Apoptosis and the expression of genes of the Bcl-2 family and TGF-β1 in rat renal allografts transplanted after donor-specific blood transfusion

Factors involved in "operational" tolerance in animal models induced by recipient pre-treatment with donor-specific blood transfusion (DSBT) need elucidation. This study examined apoptosis, expression of genes of the Bcl-2 family and of TGF-β 1 in isografts, rejecting and tolerant allografts. Methods.
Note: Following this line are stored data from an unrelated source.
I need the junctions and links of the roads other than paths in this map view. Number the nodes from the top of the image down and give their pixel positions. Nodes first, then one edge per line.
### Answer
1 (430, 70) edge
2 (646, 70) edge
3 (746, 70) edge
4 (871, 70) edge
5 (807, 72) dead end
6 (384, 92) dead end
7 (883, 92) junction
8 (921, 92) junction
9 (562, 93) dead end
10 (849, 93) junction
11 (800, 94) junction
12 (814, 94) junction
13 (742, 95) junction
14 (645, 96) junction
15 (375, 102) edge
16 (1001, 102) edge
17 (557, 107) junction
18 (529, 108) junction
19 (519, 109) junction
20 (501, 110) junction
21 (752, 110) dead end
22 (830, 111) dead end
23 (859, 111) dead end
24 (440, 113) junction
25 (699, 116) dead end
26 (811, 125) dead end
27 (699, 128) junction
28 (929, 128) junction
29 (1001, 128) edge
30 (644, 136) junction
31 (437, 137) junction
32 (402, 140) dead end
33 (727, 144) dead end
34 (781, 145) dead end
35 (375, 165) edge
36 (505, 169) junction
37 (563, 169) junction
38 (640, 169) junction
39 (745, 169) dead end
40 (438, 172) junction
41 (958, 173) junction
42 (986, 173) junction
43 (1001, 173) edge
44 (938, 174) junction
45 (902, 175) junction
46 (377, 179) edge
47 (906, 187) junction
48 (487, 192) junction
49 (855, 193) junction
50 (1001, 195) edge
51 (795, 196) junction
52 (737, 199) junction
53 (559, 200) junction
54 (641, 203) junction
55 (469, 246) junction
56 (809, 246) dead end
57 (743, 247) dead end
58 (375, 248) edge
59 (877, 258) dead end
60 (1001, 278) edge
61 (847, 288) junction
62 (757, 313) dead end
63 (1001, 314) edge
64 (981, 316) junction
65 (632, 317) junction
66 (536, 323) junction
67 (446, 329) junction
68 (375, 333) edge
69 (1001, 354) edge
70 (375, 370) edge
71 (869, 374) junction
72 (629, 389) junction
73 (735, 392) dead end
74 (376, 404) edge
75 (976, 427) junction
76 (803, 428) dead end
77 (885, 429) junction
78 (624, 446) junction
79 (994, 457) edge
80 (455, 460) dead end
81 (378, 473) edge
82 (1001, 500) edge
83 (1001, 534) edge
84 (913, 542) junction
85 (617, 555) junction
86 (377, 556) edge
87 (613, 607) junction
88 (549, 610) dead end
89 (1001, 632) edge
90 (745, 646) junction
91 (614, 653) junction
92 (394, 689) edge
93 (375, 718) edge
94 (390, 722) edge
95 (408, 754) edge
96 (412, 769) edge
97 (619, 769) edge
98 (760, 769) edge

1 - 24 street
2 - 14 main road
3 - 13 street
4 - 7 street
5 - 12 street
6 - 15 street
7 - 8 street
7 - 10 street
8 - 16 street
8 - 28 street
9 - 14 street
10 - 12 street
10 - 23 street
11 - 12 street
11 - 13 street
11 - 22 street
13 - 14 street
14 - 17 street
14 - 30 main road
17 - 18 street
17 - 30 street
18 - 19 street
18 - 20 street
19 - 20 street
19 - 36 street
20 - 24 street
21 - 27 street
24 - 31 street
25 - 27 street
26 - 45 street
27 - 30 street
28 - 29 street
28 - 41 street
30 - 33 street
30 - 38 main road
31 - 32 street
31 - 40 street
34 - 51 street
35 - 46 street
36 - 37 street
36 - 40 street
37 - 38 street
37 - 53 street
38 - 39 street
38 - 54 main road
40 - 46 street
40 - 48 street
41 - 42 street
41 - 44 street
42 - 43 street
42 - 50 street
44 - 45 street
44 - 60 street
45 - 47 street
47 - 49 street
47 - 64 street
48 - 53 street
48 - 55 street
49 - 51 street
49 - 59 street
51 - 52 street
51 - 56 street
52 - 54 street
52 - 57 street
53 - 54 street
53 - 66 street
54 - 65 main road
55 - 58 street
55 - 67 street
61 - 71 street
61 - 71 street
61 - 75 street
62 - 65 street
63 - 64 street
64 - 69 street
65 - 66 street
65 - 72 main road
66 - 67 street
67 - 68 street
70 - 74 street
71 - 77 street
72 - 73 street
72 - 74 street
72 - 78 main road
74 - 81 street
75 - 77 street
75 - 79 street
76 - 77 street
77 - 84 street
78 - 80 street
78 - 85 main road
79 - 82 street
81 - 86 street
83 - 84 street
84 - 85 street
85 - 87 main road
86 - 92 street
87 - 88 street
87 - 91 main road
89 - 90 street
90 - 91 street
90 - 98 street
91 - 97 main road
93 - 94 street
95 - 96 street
Adult inbred Dark Agouti (DA) kidneys were transplanted, with immediate nephrectomy of recipient kidneys, to (1) ALLO, inbred Albino Surgery (AS) rats; (2) DSBT ALLO, AS rats who received two DA blood transfusions under cover of cyclosporine prior to transplantation; or (3) ISO, DA rats. Grafts were retrieved on day 1, 3, or 5. Apoptosis was assessed by TUNEL. RNA was extracted and reverse transcribed to cDNA for quantification by real-time PCR, relative to the 18s housekeeping gene. Results. Apoptosis was negligible in ISO while it increased in allograft groups from day 1. On day 5, apoptosis in ALLO (114.0 ′ 30.6), involved renal tubular cells and leukocytes compared to DSBT ALLO (9.7 ′ 4.0) and ISO (0.9 ′ 0.3) involving leukocytes only. On day 1, DSBT ALLO had higher expression of Bax than ALLO or ISO. On day 3, DSBT ALLO and ALLO had higher TGF-β 1 mRNA than ISO. On day 5, Bcl-2 expression was significantly decreased (P <.001) in ALLO compared to DSBT ALLO and ISO. Bad and Bid were higher in DSBT ALLO than in ALLO. TGF-β 1 was higher in DSBT ALLO compared to ISO. Conclusions. Decreased expression of anti-apoptotic Bcl-2 gene may be implicated in increased apoptosis in rejecting allograft while expression of pro-apoptotic genes may be involved in the establishment of operational tolerance.